Essential Reference: Not an oxymoron

Over at The Millions (a blog “offering coverage on books, arts, and culture since 2003”), they ran a piece The Millions Quiz: Essential Reference.

Contributors (scholars, authors, book lovers/critics) were asked:

In the age of Google and Wikipedia, reference books seem anachronistic, but some have not been superseded by the internet in their usefulness and convenience and even in their ability to divert and entertain. What is the one reference book you couldn’t live without?

Atlases (example and example) and dictionaries (Webster’s or compact OED) of varying kinds seemed to be the most popular.

The range of responses, and the passion folks have for their favorite reference titles are really interesting. I also found the contrast between “Kevin” who claims that “The dictionary, though, neither needs nor responds well to the type of advantages the Internet has to offer.” and “Emily” who proclaims that “the online version of the OED is the reference I can’t do without” to be pretty interesting. I can’t help but think that Kevin might like online dictionaries if he gave them a try.

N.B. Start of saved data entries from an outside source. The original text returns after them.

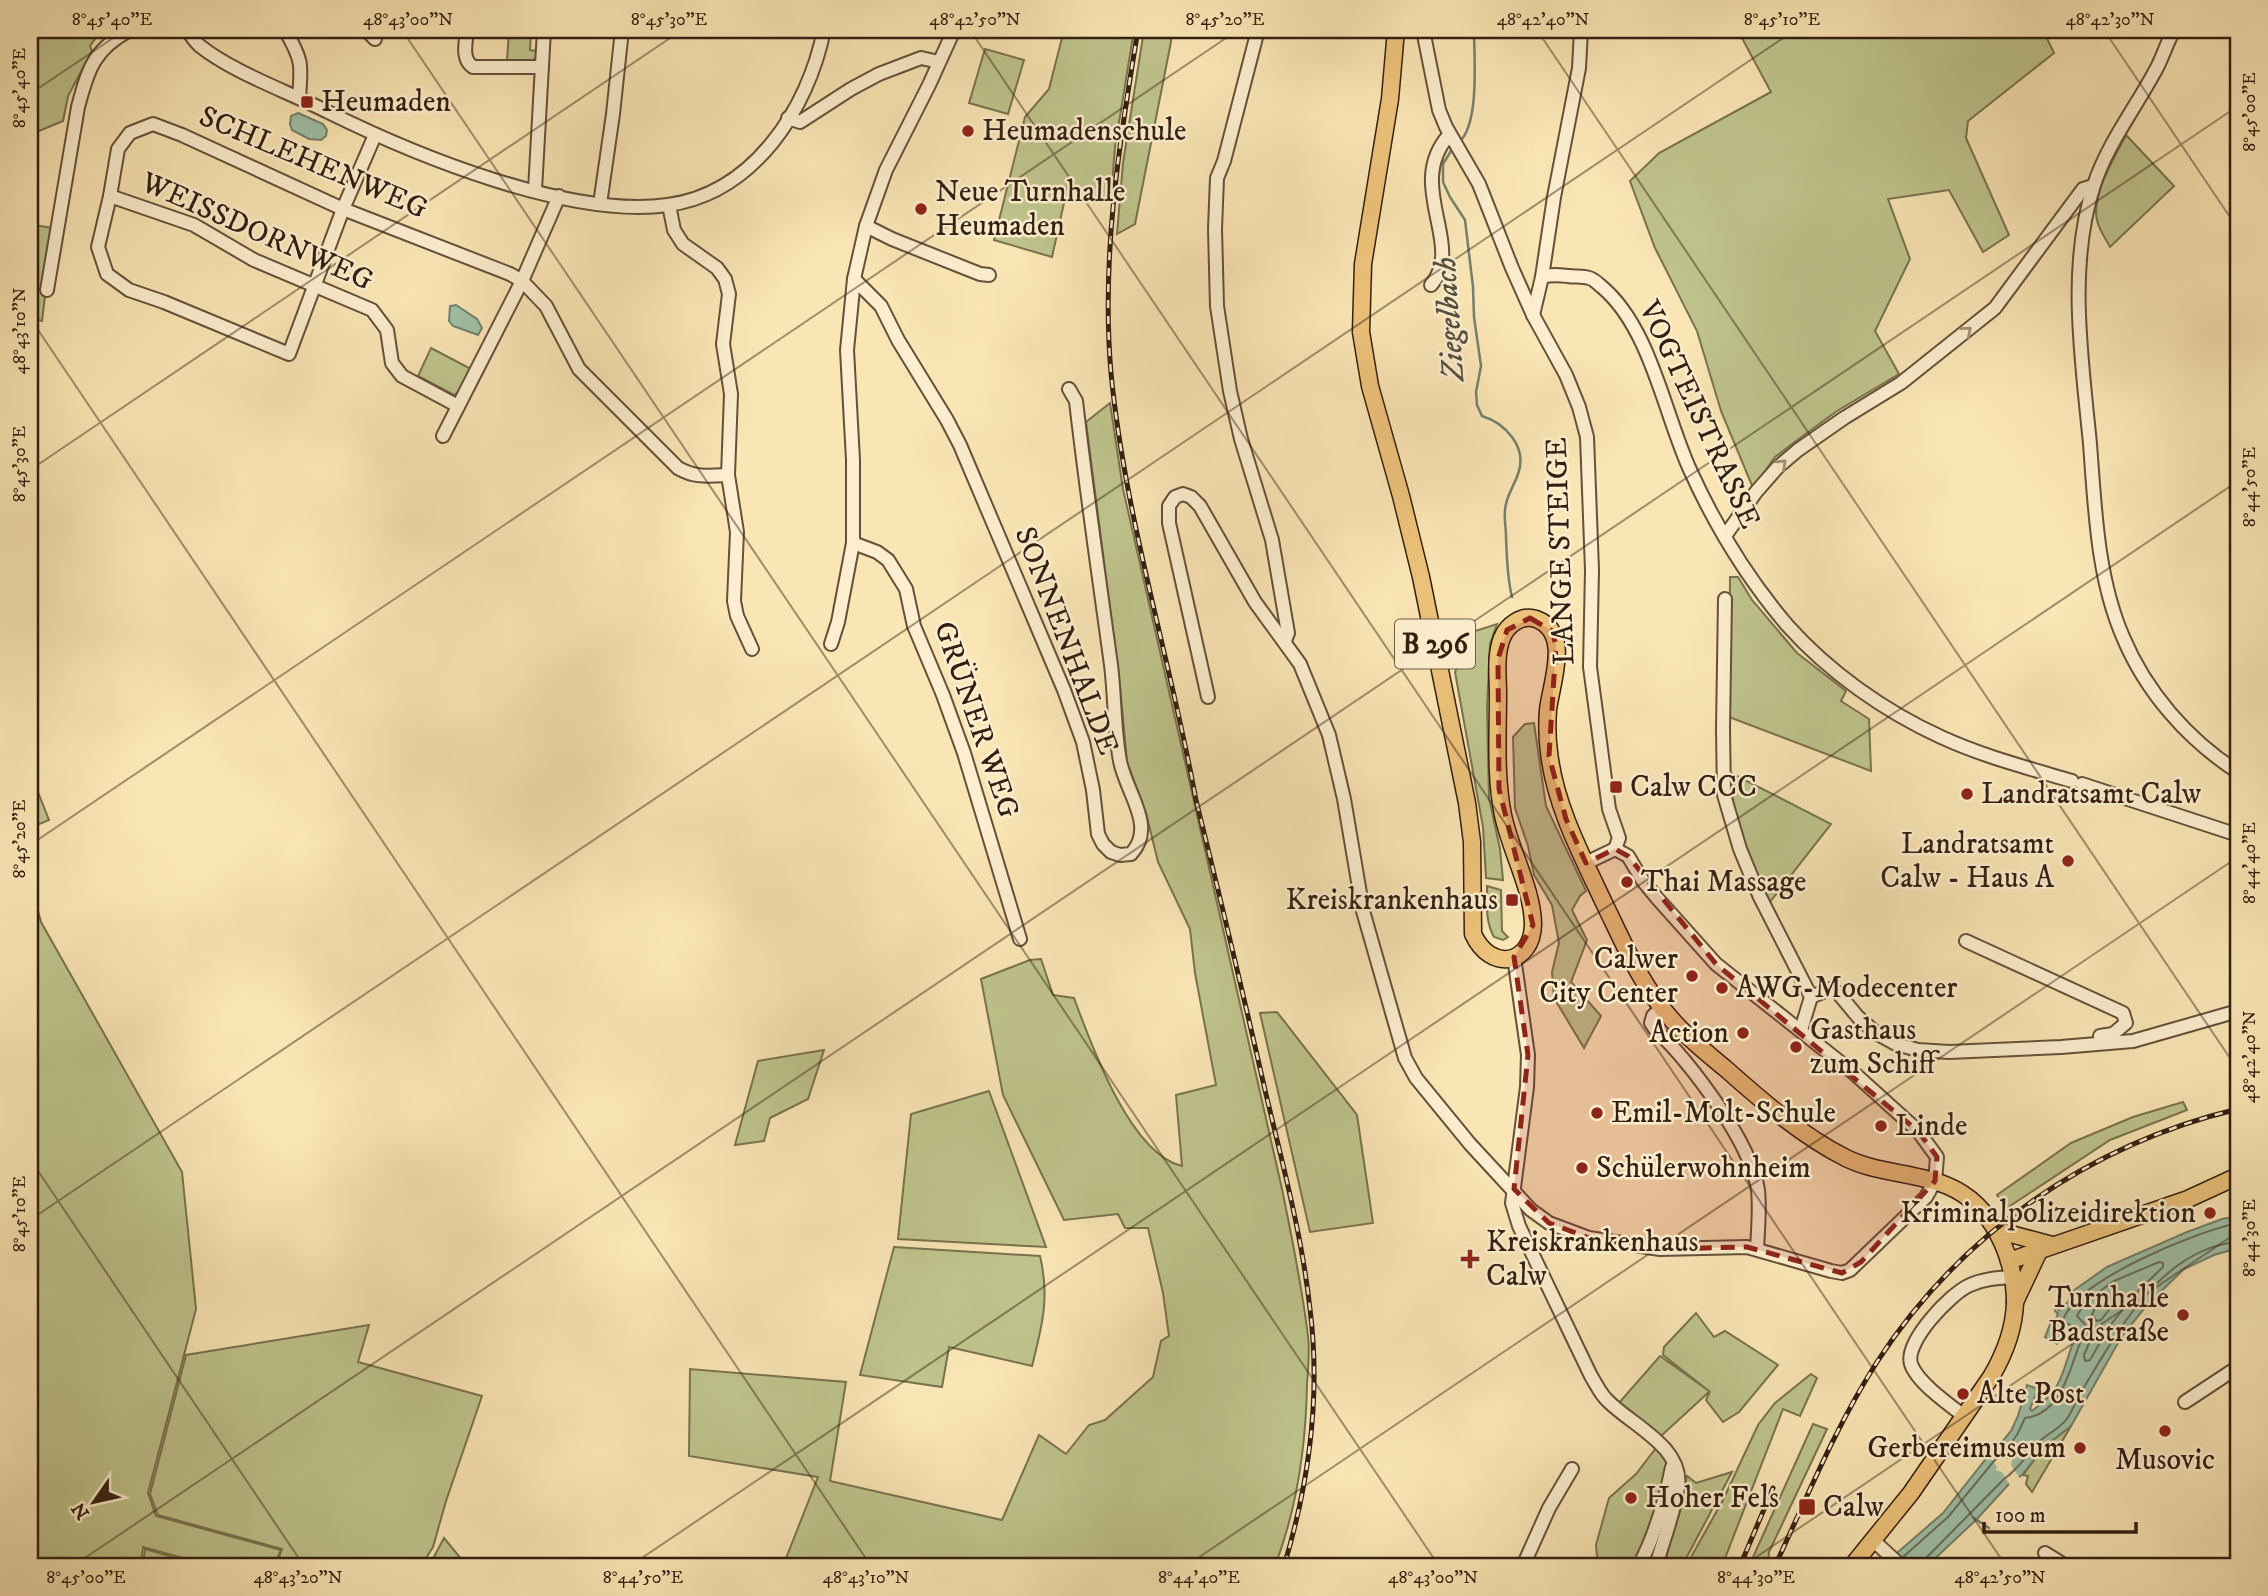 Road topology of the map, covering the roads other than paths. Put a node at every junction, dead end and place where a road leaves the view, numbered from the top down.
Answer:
1 (130, 30) edge
2 (187, 30) edge
3 (285, 30) edge
4 (467, 30) edge
5 (544, 30) edge
6 (622, 30) edge
7 (824, 30) edge
8 (954, 30) edge
9 (1258, 30) edge
10 (1396, 30) edge
11 (1423, 30) edge
12 (1581, 30) edge
13 (2174, 30) edge
14 (939, 62) junction
15 (542, 67) junction
16 (299, 97) junction
17 (788, 118) junction
18 (375, 135) junction
19 (1449, 136) junction
20 (2093, 186) junction
21 (535, 190) junction
22 (110, 196) junction
23 (559, 197) junction
24 (600, 204) junction
25 (668, 205) junction
26 (344, 209) junction
27 (866, 226) junction
28 (989, 275) dead end
29 (1542, 277) junction
30 (855, 279) junction
31 (522, 281) junction
32 (1431, 285) dead end
33 (313, 286) junction
34 (47, 290) dead end
35 (1533, 315) junction
36 (1069, 390) dead end
37 (458, 406) junction
38 (443, 436) dead end
39 (728, 475) junction
40 (1725, 536) junction
41 (853, 543) junction
42 (1725, 599) dead end
43 (1285, 641) junction
44 (831, 644) dead end
45 (752, 649) dead end
46 (1208, 697) dead end
47 (2238, 772) edge
48 (2238, 835) edge
49 (1615, 849) junction
50 (1586, 863) junction
51 (1020, 939) dead end
52 (1966, 941) dead end
53 (1514, 957) junction
54 (1811, 997) junction
55 (1661, 1008) junction
56 (2238, 1011) edge
57 (1801, 1030) junction
58 (2061, 1047) junction
59 (2238, 1176) edge
60 (1935, 1181) junction
61 (1514, 1189) junction
62 (1996, 1230) junction
63 (2047, 1248) junction
64 (1758, 1249) junction
65 (2010, 1269) junction
66 (2015, 1303) junction
67 (2238, 1367) edge
68 (2185, 1402) dead end
69 (1964, 1416) junction
70 (1674, 1460) junction
71 (1572, 1469) dead end
72 (1874, 1541) junction
73 (2045, 1553) dead end
74 (1523, 1566) edge
75 (1640, 1566) edge
76 (1656, 1566) edge
77 (1852, 1566) edge
78 (1901, 1566) edge
79 (2066, 1566) edge

1 - 34 street
2 - 16 street
3 - 16 street
4 - 15 street
5 - 15 street
6 - 24 street
7 - 17 street
8 - 14 street
9 - 43 street
10 - 53 main road, B 296
11 - 19 street, LANGE STEIGE
12 - 29 street
13 - 20 street
14 - 17 street
14 - 27 street
15 - 21 street
16 - 18 street
17 - 25 street
18 - 21 street
18 - 26 street
19 - 32 street
19 - 35 street, LANGE STEIGE
40 -> 20 street
20 - 47 street
21 - 23 street
22 - 26 street, SCHLEHENWEG
22 - 33 street, WEISSDORNWEG
22 - 33 street, SCHLEHENWEG
23 - 24 street
23 - 31 street
24 - 25 street
25 - 39 street
26 - 31 street, SCHLEHENWEG
26 - 33 street
27 - 28 street
27 - 30 street
29 - 35 street
29 - 40 street, VOGTEISTRASSE
30 - 36 street, SONNENHALDE
30 - 41 street
31 - 37 street
31 - 39 street, SCHLEHENWEG
33 - 37 street, WEISSDORNWEG
35 - 49 street, LANGE STEIGE
37 - 38 street
39 - 45 street
40 - 48 street, VOGTEISTRASSE
41 - 44 street
41 - 51 street, GRÜNER WEG
42 - 54 street
43 - 46 street
43 - 61 street
49 - 50 street
49 - 57 street
50 - 53 main road, B 296
50 - 55 main road, B 296
52 - 58 street
53 - 61 street
54 - 57 street
54 - 58 street
55 - 60 main road, B 296
55 - 64 street
56 - 58 street
57 - 60 street
59 - 63 main road
60 - 62 main road, B 296
60 - 64 street
61 - 64 street
61 - 70 street
62 - 63 main road
62 - 65 main road, B 296
63 - 65 main road
63 - 66 main road
65 - 66 main road, B 296
65 - 69 street
66 - 69 main road, B 296
67 - 68 street
69 - 72 main road, B 296
70 - 75 street
70 - 76 street
71 - 74 street
72 - 77 main road, B 296
72 - 78 street
73 - 79 street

Mike Lindgren: Chicago Manual of Style. It would not be readily reproducible online, and it is essential for anyone serious about the business of words.

I absolutely agree that Chicago Manual of Style is essential … which is why I love the online version.

Bottom line, reference titles still matter. Some scholars still like print, and some can’t do without the online reference titles that access to research libraries provide them.

1 Response to “Essential Reference: Not an oxymoron”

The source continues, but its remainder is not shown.